Bronica · Medium Format SLR · Bronica S
Bronica S2A
Put an S2A next to a Hasselblad 500C/M and the pitch sells itself: same square 6x6 negative, same modular waist-level system, half the price, and a focal-plane shutter that runs to about 1/1000 instead of the Hasselblad's leaf shutter topping out near 1/500. For a generation of photographers who wanted the medium-format look without the Zeiss tax, this was the answer. The trade was always the same. The Hasselblad felt like a machined instrument. The Bronica felt like a tool that did the job and did not care how it felt doing it.
The build is a tank. It is heavy, all metal, cold in your hands in winter, and it focuses in a way no Hasselblad does: the helicoid lives in the body, not the lens, so the Nikkor glass screws into a focusing mount on the camera itself. Nippon Kogaku made those lenses, the same Nikon that was building rangefinder optics down the hall, and the 75mm f/2.8 standard is genuinely sharp. The other Bronica party trick is instant mirror return. The finder blacks out and comes right back, where a Hasselblad stays dark until you wind on. Loading is the usual 120 insert routine, drop the film into a removable back, and away you go.
That winding, though. It takes four full turns of the crank to advance a frame and re-cock the shutter, and you feel every one of them. The early S2 was infamous for stripping its film-advance gears; the S2A is the fix, with the gear train beefed up so it stops eating itself. That is the body you want. The shutter itself is a cloth focal-plane unit that fires with a deep mechanical clack and a real mirror thump, nothing discreet about it. Flash sync sits down around 1/40, which is the price of a focal-plane shutter and the one thing the leaf-shutter Hasselblad crowd will never let you forget.
The body itself has no meter.

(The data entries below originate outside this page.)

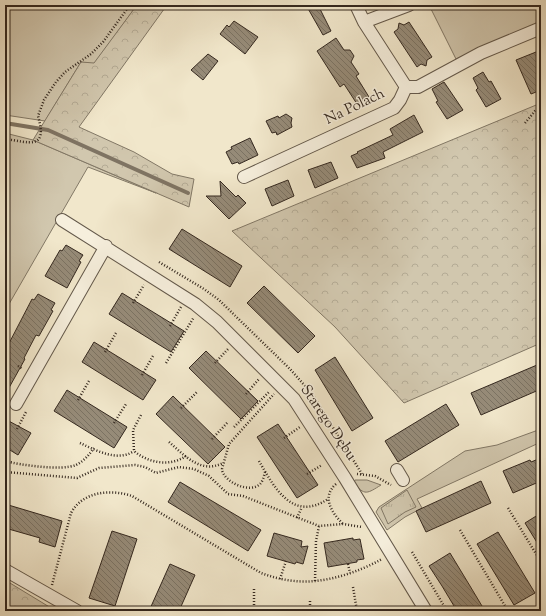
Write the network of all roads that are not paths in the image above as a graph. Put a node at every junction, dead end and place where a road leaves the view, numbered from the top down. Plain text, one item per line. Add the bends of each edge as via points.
1 (356, 5) edge
2 (409, 5) edge
3 (364, 22) junction
4 (541, 28) edge
5 (406, 86) junction
6 (244, 177) dead end
7 (62, 220) dead end
8 (106, 246) junction
9 (16, 404) dead end
10 (5, 570) edge
11 (77, 611) edge
12 (426, 611) edge

1 - 3 street, Na Polach
2 - 3 street
3 - 5 street, Na Polach
4 - 5 street via 481,53 418,87
5 - 6 street, Na Polach via 394,108
7 - 8 street, Starego Dębu
8 - 9 street
8 - 12 street, Starego Dębu via 195,304 223,328 294,399
10 - 11 street

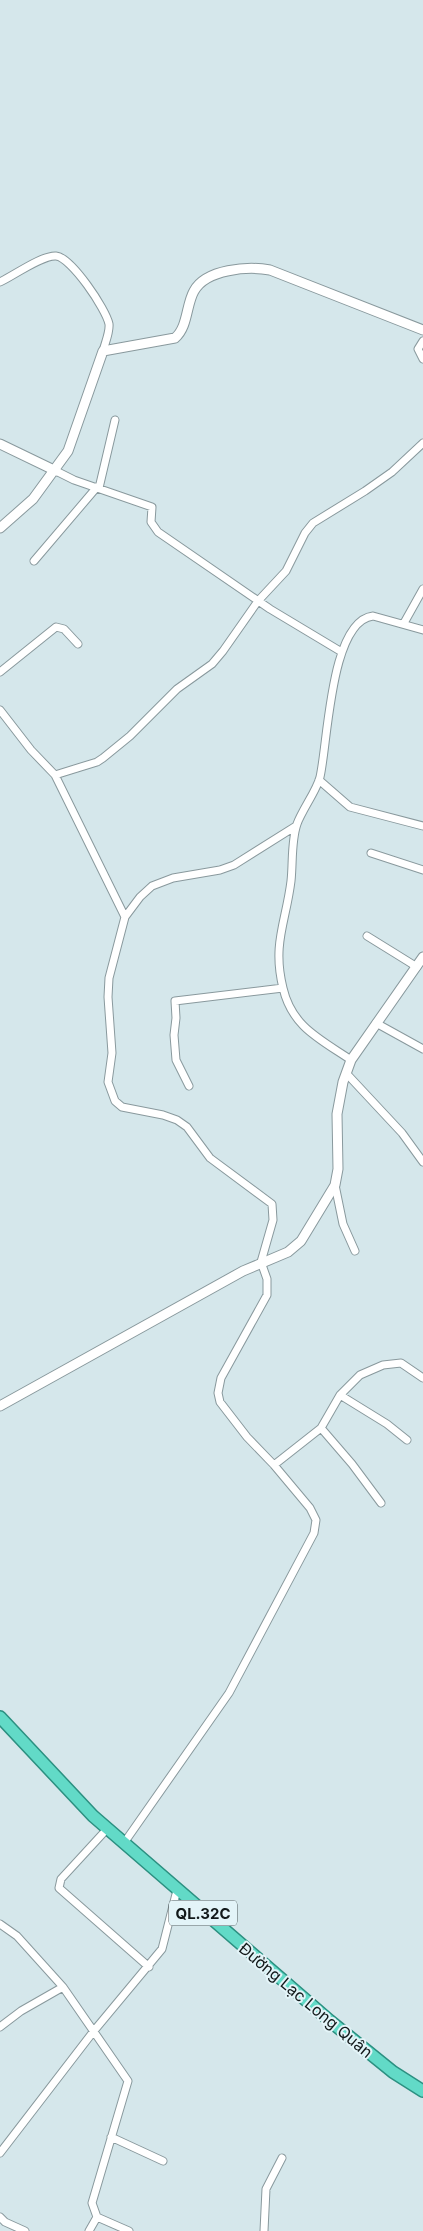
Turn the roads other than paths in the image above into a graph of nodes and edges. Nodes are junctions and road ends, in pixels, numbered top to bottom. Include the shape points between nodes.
1 (0, 282) edge
2 (423, 330) edge
3 (423, 341) edge
4 (104, 351) junction
5 (423, 359) edge
6 (115, 420) dead end
7 (423, 443) edge
8 (0, 444) edge
9 (56, 471) junction
10 (98, 487) junction
11 (0, 528) edge
12 (34, 561) dead end
13 (423, 589) edge
14 (258, 601) junction
15 (404, 623) junction
16 (423, 630) edge
17 (78, 644) dead end
18 (340, 651) junction
19 (0, 672) edge
20 (0, 710) edge
21 (55, 775) junction
22 (319, 780) junction
23 (296, 826) junction
24 (423, 826) edge
25 (371, 853) dead end
26 (423, 870) edge
27 (125, 917) junction
28 (366, 936) dead end
29 (423, 957) edge
30 (417, 967) junction
31 (283, 988) junction
32 (376, 1024) junction
33 (423, 1049) edge
34 (351, 1060) junction
35 (346, 1073) junction
36 (190, 1086) dead end
37 (423, 1162) edge
38 (336, 1185) junction
39 (355, 1251) dead end
40 (261, 1262) junction
41 (423, 1378) edge
42 (340, 1395) junction
43 (0, 1406) edge
44 (321, 1428) junction
45 (407, 1440) dead end
46 (274, 1465) junction
47 (381, 1504) dead end
48 (0, 1717) edge
49 (107, 1829) junction
50 (124, 1843) junction
51 (177, 1890) junction
52 (0, 1924) edge
53 (150, 1967) junction
54 (63, 1987) junction
55 (0, 2027) edge
56 (93, 2032) junction
57 (423, 2091) edge
58 (111, 2137) junction
59 (0, 2153) edge
60 (282, 2158) dead end
61 (162, 2161) dead end
62 (0, 2217) edge
63 (97, 2217) junction
64 (25, 2231) edge
65 (89, 2231) edge
66 (129, 2231) edge
67 (264, 2231) edge

1 - 4 street via 47,257 56,256 68,261 109,323
2 - 4 street via 270,270 236,268 204,281 194,290 175,338
3 - 5 street via 418,348
4 - 9 street via 68,451
6 - 10 street
7 - 14 street via 392,472 313,523 289,567
8 - 9 street
9 - 10 street
9 - 11 street via 33,499
10 - 12 street
10 - 14 street via 152,506 151,522 158,532
13 - 15 street
14 - 18 street
14 - 21 street via 212,664 177,689 130,736 97,762
15 - 16 street
15 - 18 street via 367,617 356,624
17 - 19 street via 64,629 56,628
18 - 22 street
20 - 21 street
21 - 27 street
22 - 23 street
22 - 24 street via 350,807
23 - 27 street via 234,865 167,879 152,886
23 - 31 street via 291,882 278,947
25 - 26 street
27 - 40 street via 109,978 112,1053 108,1082 111,1092 122,1107 177,1120 187,1127 210,1158 270,1201 274,1216
28 - 30 street
29 - 30 street
30 - 32 street
31 - 34 street via 291,1012 300,1024
31 - 36 street via 175,1001 176,1060
32 - 33 street
32 - 34 street
34 - 35 street
35 - 37 street via 402,1133
35 - 38 street via 337,1114
38 - 39 street via 343,1224
38 - 40 street via 295,1247
40 - 43 street
40 - 46 street via 268,1279 267,1295 221,1378 218,1393 220,1402 247,1437
41 - 42 street via 401,1363 389,1364 360,1375
42 - 44 street
42 - 45 street
44 - 46 street
44 - 47 street
46 - 50 street via 310,1508 317,1523 314,1533 229,1693
48 - 49 highway, Đường Lạc Long Quân / QL.32C
49 - 50 highway, Đường Lạc Long Quân / QL.32C
49 - 53 street via 61,1879 59,1888
50 - 51 highway, Đường Lạc Long Quân / QL.32C
51 - 53 street via 163,1946
51 - 57 highway, Đường Lạc Long Quân / QL.32C via 364,2050
52 - 54 street via 17,1936
53 - 56 street
54 - 55 street
54 - 56 street
56 - 58 street via 128,2081
56 - 59 street
58 - 61 street
58 - 63 street via 92,2203
60 - 67 street via 266,2189
62 - 64 street
63 - 65 street
63 - 66 street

The waist-level finder is a ground-glass hood, bright in the center and dim at the edges the way all of these are, and the plain eye-level prism finders carry no cell either. There was a TTL meter prism offered for the system, but most people ran the camera off a handheld reading anyway. So you carry a meter or you guess. An incident or spot reading from the Zone Light Meter app is the gauge this body was born without; place your shadows where you want them, then dial the aperture and one of those round mechanical speeds, and the S2A just does what you told it.
Today it trades for a fraction of a clean Hasselblad and a slim fraction of a Rolleiflex, which is exactly why people still buy it. Studio portrait shooters love the square and the cheap entry. The honest weakness is service. These are heavy, aging mechanical cameras with foam light seals that have long since turned to tar, and a good repairer who still knows the gear train is getting harder to find. Buy one that has been gone through, feed it film, and it will outlast you.
How the app handles this body
- Metering: Take an incident or spot reading in the app and place your shadows on a chosen zone, then dial that exposure in. On a body with no meter, or one whose cell has drifted with age, the app is the meter you trust.
- Flash sync: Focal-plane shutter, so flash sync tops out around 1/40. Above that the app's exposure pairs still hold for available-light work.